Context

kedro.framework.context ¶

kedro.framework.context provides functionality for loading Kedro project context.

Name	Type	Description
`KedroContext`	Class	The base class for Kedro project contexts.
`KedroContextError`	Exception	Error occurred when loading project and running context pipeline.
`CatalogCommandsMixin`	Class	A mixin class that provides additional commands for interacting with the `DataCatalog`.

kedro.framework.context.KedroContext ¶

KedroContext is the base class which holds the configuration and Kedro's main functionality.

Create a context object by providing the root of a Kedro project and the environment configuration subfolders (see kedro.config.OmegaConfigLoader) Raises: KedroContextError: If there is a mismatch between Kedro project version and package version. Args: project_path: Project path to define the context for. config_loader: Kedro's OmegaConfigLoader for loading the configuration files. env: Optional argument for configuration default environment to be used for running the pipeline. If not specified, it defaults to "local". package_name: Package name for the Kedro project the context is created for. hook_manager: The PluginManager to activate hooks, supplied by the session. runtime_params: Optional dictionary containing runtime project parameters. If specified, will update (and therefore take precedence over) the parameters retrieved from the project configuration.

_hook_manager `class-attribute` `instance-attribute` ¶

_hook_manager = field(init=True)

_package_name `class-attribute` `instance-attribute` ¶

_package_name = field(init=True)

_runtime_params `class-attribute` `instance-attribute` ¶

_runtime_params = field(init=True, default=None, converter=deepcopy)

catalog `property` ¶

catalog

Read-only property referring to Kedro's catalog` for this context.

Returns:

CatalogProtocol –

catalog defined in catalog.yml.

Raises: KedroContextError: Incorrect catalog registered for the project.

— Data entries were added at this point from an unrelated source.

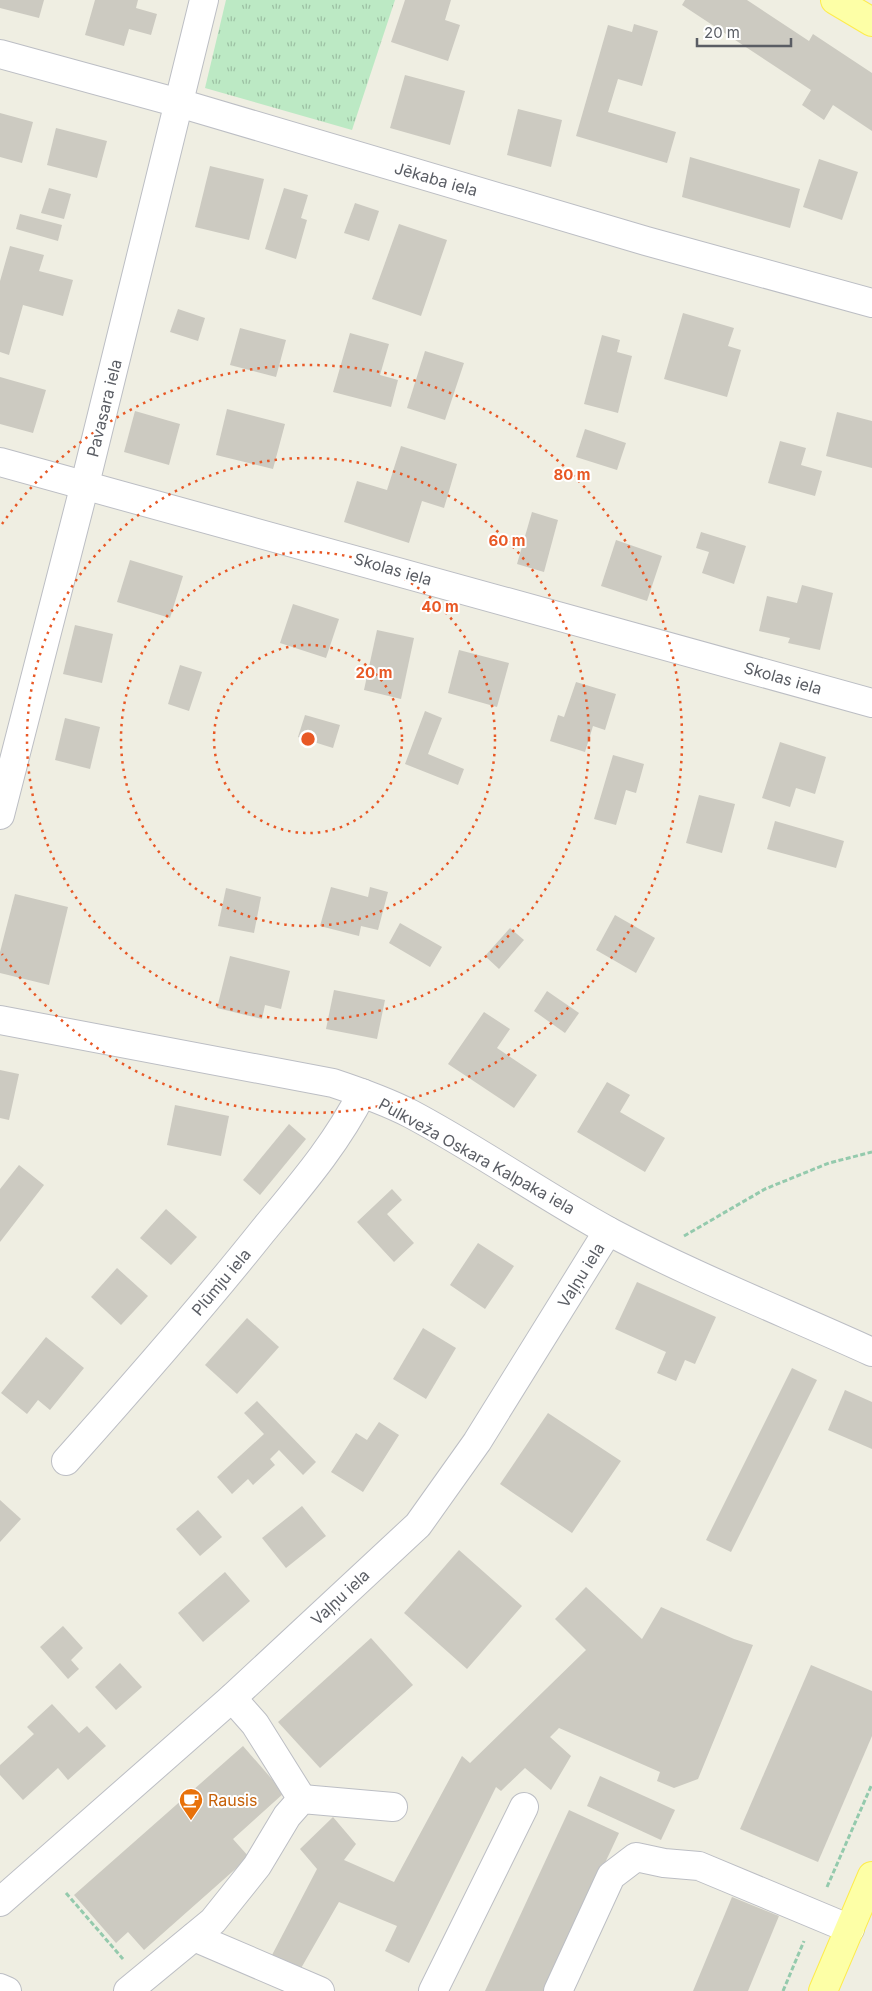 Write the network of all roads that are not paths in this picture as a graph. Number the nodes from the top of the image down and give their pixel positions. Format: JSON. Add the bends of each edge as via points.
{"nodes":[{"id":1,"x":204,"y":0,"type":"edge"},
{"id":2,"x":835,"y":0,"type":"edge"},
{"id":3,"x":872,"y":22,"type":"edge"},
{"id":4,"x":0,"y":54,"type":"edge"},
{"id":5,"x":179,"y":103,"type":"junction"},
{"id":6,"x":872,"y":303,"type":"edge"},
{"id":7,"x":0,"y":462,"type":"edge"},
{"id":8,"x":85,"y":484,"type":"junction"},
{"id":9,"x":872,"y":703,"type":"edge"},
{"id":10,"x":0,"y":814,"type":"edge"},
{"id":11,"x":0,"y":1020,"type":"edge"},
{"id":12,"x":362,"y":1093,"type":"junction"},
{"id":13,"x":608,"y":1231,"type":"junction"},
{"id":14,"x":872,"y":1352,"type":"edge"},
{"id":15,"x":66,"y":1460,"type":"dead end"},
{"id":16,"x":232,"y":1698,"type":"junction"},
{"id":17,"x":302,"y":1799,"type":"junction"},
{"id":18,"x":393,"y":1807,"type":"dead end"},
{"id":19,"x":524,"y":1807,"type":"dead end"},
{"id":20,"x":872,"y":1876,"type":"edge"},
{"id":21,"x":0,"y":1902,"type":"edge"},
{"id":22,"x":850,"y":1929,"type":"junction"},
{"id":23,"x":194,"y":1937,"type":"junction"},
{"id":24,"x":135,"y":1986,"type":"edge"},
{"id":25,"x":0,"y":1988,"type":"edge"},
{"id":26,"x":829,"y":1989,"type":"edge"},
{"id":27,"x":7,"y":1991,"type":"edge"},
{"id":28,"x":320,"y":1991,"type":"edge"},
{"id":29,"x":433,"y":1991,"type":"edge"},
{"id":30,"x":558,"y":1991,"type":"edge"}],
"edges":[{"from":1,"to":5,"type":"street","name":"Pavasara iela"},
{"from":2,"to":3,"type":"main road"},
{"from":4,"to":5,"type":"street","name":"Jēkaba iela"},
{"from":5,"to":6,"type":"street","name":"Jēkaba iela","via":[[646,241]]},
{"from":5,"to":8,"type":"street","name":"Pavasara iela"},
{"from":7,"to":8,"type":"street","name":"Skolas iela"},
{"from":8,"to":9,"type":"street","name":"Skolas iela"},
{"from":8,"to":10,"type":"street","name":"Pavasara iela"},
{"from":11,"to":12,"type":"street","name":"Pulkveža Oskara Kalpaka iela","via":[[324,1081]]},
{"from":12,"to":13,"type":"street","name":"Pulkveža Oskara Kalpaka iela","via":[[419,1119]]},
{"from":12,"to":15,"type":"street","name":"Plūmju iela","via":[[348,1121],[314,1169],[158,1358]]},
{"from":13,"to":14,"type":"street","name":"Pulkveža Oskara Kalpaka iela","via":[[698,1276]]},
{"from":13,"to":16,"type":"street","name":"Vaļņu iela","via":[[477,1442],[418,1525]]},
{"from":16,"to":17,"type":"street","via":[[255,1724]]},
{"from":16,"to":21,"type":"street","name":"Vaļņu iela"},
{"from":17,"to":18,"type":"street"},
{"from":17,"to":23,"type":"street","via":[[287,1816],[257,1866],[213,1921]]},
{"from":19,"to":29,"type":"street"},
{"from":20,"to":22,"type":"main road"},
{"from":22,"to":26,"type":"main road"},
{"from":22,"to":30,"type":"street","via":[[700,1866],[636,1857],[611,1876]]},
{"from":23,"to":24,"type":"street"},
{"from":23,"to":28,"type":"street"},
{"from":25,"to":27,"type":"street"}]}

config_loader `class-attribute` `instance-attribute` ¶

config_loader = field(init=True)

env `class-attribute` `instance-attribute` ¶

env = field(init=True)

params `property` ¶

params

Read-only property referring to Kedro's parameters for this context.

Returns:

dict[str, Any] –

Parameters defined in parameters.yml with the addition of any extra parameters passed at initialization.

project_path `class-attribute` `instance-attribute` ¶

project_path = field(init=True, converter=_expand_full_path)

_get_catalog ¶

_get_catalog(catalog_class=DataCatalog, save_version=None, load_versions=None)

A hook for changing the creation of a catalog instance.

Returns:

CatalogProtocol –

catalog defined in catalog.yml.

Raises: KedroContextError: Incorrect catalog registered for the project.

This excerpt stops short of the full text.